Razer Kraken E-Panda Hooligan
Made by Razer for Eric “E-Panda” Hernandez, the session and tour drummer for Bruno Mars (who also happens to be his brother), these large over the ear headphones make even the Beats by Dre range look subtle. And that's saying something.
They're foldable, which apparently is perfect for people 'with a busy touring schedule' like E-Panda's, have 40 mm neodymium magnet drivers and are tuned for deep bass. They can be all yours for US$80 (S$99, excluding shipping cost) - complete with a brilliant angry panda logo.
To be fair to Sony, the Rolly was so brilliantly daft, coming up with a name must have been tough. And what else do you call a ball that can dance, flash lights and act as an MP3 player? Dance Ball Roller?
Briefly favoured by George Michael as his portable music gadget of choice (we kid you not), it was fully programmable with special software and you could even load pre-programmed dance moves onto it if you got bored of its usual routine.
The gadget spawned some impressive YouTube videos too - check out its rendition of Michael Jackson's Thriller above.
Possibly named after a long night with the Rolly, Qriosity was unveiled as Sony's catch-all streaming service to take on the ever-growing threat of Apple's iTunes.
It didn't quite live up to its potential (although it did lead to some excellent Qriosity killed the cat headlines), and was quickly renamed Music Unlimited. A name which rolls off the tongue a little better, we think you'll agree.
Casio G'zOne phone
It's a name that could only be improved if they'd penned a deal with Boyzone to promote it.
Casio's line of ultrarugged G'zOne phones offers us all a lesson in the hazards of playing around with Caps key on the keyboard. Don't do it kids.
Still on sale in the US, it even has the tagline 'the one and only', another nod to its '80s pop inspirations. That upper case 'O' continues to haunt us.
This Bluetooth headset never really had much hope with its rather unique name.
It's actually a rather neat idea though, and includes a dongle for wireless iPod audio playback with audio controls on the side for easy navigation when running.
Samsung Galaxy S II Epic 4G Touch
If you're the kind of person who has YOLO tattooed on their arm and ends every sentence with 'dude', then good news, we've found your dream phone.

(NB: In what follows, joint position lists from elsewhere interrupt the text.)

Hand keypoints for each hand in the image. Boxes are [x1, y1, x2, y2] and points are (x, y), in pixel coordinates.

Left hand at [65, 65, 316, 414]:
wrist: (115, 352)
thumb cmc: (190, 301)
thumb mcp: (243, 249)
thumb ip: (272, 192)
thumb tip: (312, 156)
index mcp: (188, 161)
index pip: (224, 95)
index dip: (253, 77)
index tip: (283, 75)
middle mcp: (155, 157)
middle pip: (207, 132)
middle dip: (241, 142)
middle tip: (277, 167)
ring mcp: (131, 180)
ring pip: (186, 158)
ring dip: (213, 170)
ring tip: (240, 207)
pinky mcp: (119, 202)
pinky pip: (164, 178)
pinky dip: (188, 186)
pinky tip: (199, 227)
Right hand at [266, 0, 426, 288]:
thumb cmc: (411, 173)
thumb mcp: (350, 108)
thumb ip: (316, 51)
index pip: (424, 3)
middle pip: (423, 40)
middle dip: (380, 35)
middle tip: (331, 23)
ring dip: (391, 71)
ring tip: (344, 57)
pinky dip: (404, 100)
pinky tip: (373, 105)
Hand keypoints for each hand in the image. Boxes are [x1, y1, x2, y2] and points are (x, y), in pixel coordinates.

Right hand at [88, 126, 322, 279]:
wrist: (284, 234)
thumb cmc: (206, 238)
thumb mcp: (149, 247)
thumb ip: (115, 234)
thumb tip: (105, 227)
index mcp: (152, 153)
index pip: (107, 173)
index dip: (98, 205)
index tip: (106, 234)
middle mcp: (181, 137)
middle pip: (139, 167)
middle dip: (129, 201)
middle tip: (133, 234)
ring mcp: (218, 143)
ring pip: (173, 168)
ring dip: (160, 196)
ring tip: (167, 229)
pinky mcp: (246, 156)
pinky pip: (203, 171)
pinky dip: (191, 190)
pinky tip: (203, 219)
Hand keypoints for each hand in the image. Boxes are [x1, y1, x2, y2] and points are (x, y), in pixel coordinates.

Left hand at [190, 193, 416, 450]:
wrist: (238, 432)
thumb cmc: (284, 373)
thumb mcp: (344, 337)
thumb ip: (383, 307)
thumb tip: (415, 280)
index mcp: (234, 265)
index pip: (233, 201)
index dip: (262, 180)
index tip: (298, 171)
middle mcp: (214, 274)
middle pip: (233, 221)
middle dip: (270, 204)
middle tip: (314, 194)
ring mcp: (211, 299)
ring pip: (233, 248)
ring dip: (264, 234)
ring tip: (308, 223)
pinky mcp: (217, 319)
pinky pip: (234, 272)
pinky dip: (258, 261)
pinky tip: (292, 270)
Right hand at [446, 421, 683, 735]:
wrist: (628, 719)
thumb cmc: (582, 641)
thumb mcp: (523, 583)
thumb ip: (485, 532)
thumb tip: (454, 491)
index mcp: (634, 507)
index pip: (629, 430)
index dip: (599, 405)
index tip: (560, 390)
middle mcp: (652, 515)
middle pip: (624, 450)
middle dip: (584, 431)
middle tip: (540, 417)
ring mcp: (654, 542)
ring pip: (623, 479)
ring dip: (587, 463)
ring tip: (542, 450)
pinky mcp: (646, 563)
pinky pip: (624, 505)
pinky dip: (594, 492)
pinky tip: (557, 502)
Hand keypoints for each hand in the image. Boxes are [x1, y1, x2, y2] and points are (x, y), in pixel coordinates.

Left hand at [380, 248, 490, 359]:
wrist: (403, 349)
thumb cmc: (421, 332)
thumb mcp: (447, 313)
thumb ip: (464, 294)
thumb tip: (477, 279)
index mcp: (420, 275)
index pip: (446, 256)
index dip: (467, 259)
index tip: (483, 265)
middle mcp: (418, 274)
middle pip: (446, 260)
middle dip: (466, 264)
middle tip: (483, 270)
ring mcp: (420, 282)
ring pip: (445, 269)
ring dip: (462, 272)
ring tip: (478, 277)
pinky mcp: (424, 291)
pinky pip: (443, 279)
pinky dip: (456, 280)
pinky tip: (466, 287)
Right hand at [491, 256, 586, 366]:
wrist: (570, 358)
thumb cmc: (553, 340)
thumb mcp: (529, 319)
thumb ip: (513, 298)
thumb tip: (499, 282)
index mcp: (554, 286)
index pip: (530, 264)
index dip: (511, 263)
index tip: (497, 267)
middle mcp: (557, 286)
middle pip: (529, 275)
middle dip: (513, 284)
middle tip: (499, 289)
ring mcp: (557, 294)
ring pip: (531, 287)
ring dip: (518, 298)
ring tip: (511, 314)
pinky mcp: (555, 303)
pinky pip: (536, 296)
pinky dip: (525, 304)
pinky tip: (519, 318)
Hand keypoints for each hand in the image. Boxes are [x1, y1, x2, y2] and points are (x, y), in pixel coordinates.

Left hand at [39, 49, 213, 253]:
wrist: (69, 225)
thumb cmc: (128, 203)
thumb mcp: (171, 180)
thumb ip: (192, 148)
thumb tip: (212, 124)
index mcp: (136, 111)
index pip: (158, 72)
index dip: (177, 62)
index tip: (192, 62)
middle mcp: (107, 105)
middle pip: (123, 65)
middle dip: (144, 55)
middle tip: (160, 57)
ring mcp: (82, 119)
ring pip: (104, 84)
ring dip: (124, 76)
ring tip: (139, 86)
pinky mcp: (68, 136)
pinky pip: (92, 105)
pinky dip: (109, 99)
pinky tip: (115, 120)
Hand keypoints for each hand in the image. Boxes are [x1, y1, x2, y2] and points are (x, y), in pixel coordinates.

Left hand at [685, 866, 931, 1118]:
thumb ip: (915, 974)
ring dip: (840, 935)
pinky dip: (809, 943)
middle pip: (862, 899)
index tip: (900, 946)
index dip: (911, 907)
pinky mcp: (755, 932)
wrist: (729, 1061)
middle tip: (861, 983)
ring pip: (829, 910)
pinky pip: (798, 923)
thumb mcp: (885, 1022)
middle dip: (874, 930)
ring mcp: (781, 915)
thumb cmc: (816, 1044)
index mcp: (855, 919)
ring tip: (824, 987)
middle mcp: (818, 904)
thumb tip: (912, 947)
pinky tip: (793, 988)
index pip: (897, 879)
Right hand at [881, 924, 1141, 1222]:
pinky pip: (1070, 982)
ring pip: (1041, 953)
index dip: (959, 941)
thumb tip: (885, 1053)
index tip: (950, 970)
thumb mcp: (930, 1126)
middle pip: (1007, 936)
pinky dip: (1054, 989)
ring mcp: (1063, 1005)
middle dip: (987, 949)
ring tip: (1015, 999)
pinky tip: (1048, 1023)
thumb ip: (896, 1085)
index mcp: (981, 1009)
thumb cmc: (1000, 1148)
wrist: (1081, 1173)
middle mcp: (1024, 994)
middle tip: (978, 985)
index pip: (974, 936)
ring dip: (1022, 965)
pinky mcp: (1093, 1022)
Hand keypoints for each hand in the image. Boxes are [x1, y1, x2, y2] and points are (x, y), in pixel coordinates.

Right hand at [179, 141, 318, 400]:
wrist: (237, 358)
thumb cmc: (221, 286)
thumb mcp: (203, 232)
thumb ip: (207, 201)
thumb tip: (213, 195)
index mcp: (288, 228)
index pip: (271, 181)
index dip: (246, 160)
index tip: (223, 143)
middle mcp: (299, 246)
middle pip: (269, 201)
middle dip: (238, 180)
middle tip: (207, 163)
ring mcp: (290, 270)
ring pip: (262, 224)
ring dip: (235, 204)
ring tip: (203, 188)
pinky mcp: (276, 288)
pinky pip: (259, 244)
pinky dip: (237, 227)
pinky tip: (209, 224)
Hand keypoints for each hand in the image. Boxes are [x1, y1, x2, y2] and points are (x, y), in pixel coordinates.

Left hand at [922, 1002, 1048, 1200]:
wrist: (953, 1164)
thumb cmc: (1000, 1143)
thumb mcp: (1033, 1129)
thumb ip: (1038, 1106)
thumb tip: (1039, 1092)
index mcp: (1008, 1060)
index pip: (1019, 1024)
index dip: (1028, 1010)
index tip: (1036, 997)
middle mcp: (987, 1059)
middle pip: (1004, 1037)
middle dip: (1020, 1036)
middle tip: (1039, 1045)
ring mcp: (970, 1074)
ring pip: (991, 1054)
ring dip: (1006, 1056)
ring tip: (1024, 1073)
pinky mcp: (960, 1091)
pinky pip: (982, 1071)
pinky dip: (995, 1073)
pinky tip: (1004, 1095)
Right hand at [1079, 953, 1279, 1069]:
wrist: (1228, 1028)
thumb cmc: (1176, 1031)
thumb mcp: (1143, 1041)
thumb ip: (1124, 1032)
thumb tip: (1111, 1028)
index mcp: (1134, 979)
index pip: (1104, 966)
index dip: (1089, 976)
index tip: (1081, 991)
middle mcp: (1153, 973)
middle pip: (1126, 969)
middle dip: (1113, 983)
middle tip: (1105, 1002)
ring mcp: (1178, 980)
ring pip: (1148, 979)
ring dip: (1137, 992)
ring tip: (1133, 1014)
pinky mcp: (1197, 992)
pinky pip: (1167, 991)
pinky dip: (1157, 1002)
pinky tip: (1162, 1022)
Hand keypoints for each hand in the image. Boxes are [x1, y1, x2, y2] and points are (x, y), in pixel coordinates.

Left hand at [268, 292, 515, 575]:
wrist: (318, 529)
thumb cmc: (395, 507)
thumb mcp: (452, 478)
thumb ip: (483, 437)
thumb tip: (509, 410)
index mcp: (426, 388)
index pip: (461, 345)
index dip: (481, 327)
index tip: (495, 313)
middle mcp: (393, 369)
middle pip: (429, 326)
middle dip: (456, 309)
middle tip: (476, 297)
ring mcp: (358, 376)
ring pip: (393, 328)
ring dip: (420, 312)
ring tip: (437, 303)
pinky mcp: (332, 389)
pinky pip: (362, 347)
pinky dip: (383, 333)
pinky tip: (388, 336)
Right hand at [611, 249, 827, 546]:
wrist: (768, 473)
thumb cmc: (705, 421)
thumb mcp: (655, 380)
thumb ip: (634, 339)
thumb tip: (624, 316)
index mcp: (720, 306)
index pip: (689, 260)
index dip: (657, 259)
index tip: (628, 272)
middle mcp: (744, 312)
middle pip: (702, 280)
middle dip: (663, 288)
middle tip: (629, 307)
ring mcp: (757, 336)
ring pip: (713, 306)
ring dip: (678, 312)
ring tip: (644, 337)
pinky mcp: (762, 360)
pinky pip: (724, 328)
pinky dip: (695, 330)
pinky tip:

The Samsung Galaxy S II Epic 4G Touch is, somewhat sadly, in reality just a plain old S II - in the US, carrier Sprint felt compelled to tack on three extra words just for its version. You know, for the Xtremeness.
More after the break...
Ainovo Novo7 Swordman
Definitely not designed solely to fool customers into thinking they're bought a Lenovo (cough), this Chinese brand decided to go all out, adding two Novos and a Swordman to its name.
If only they'd thought to replace the stylus with a sword, it would have sold to thousands of Game of Thrones fans. Next time Ainovo. Next time...
Oh, Pentax, what were you thinking?
This 6.1 megapixel digital snapper failed to set the world alight when it was released - probably because nobody could work out how to ask for it in a shop.
D star ist? Dasterisk-ist? You decide.
Billed as the the definitive high-end home iPod player, the Tivoli iYiYi is a classic in the naming stakes - and probably sounded really good in the original pitch meeting. Where they might have been just a little bit drunk.
Still, it got a respectable four stars from What Hi-Fi, way back in 2007, so that's something, right?
While we could have included several delicacies from Samsung's range, a few products stand out.
Here's the Samsung Rant, perfect for those who tend to get in arguments on the phone.
Slamming its sliding QWERTY shut provided the kind of satisfaction that modern big-screened smartphones simply can't offer.
The Smiley is also a great example of what not to do when a company tries to jump on a craze - emoticons, in this case, really isn't a good idea.
Please Samsung, don't follow the trends. Otherwise we might see a Samsung Galaxy Twerk and lose all faith in humanity.
Just about every TV, ever
Let's play a game: real TV name, or wantonly stupid, made-up TV name?
TX-L60DT65B or WT-V900DT42S?
WZ-K50L5000 or 55LM960V?
50L2333 or X32+&*£ZZ?
And the answers are… actually, sod it, it really doesn't matter.
Image credit: April Killingsworth
We're black belt Googlers, but the only explanation we could find to explain the name of this headphone brand is that... well, there doesn't seem to be one.
Perhaps Fanny Wang was a name that appeared in the mists of a particulalry strong spiritual experience for its founders David Adam and Tim Hickman. Or maybe it's just a silly name that was chosen to stand out from the crowd.
Either way they've been praised for their decent sound and tight, heavy bass. And they look good too.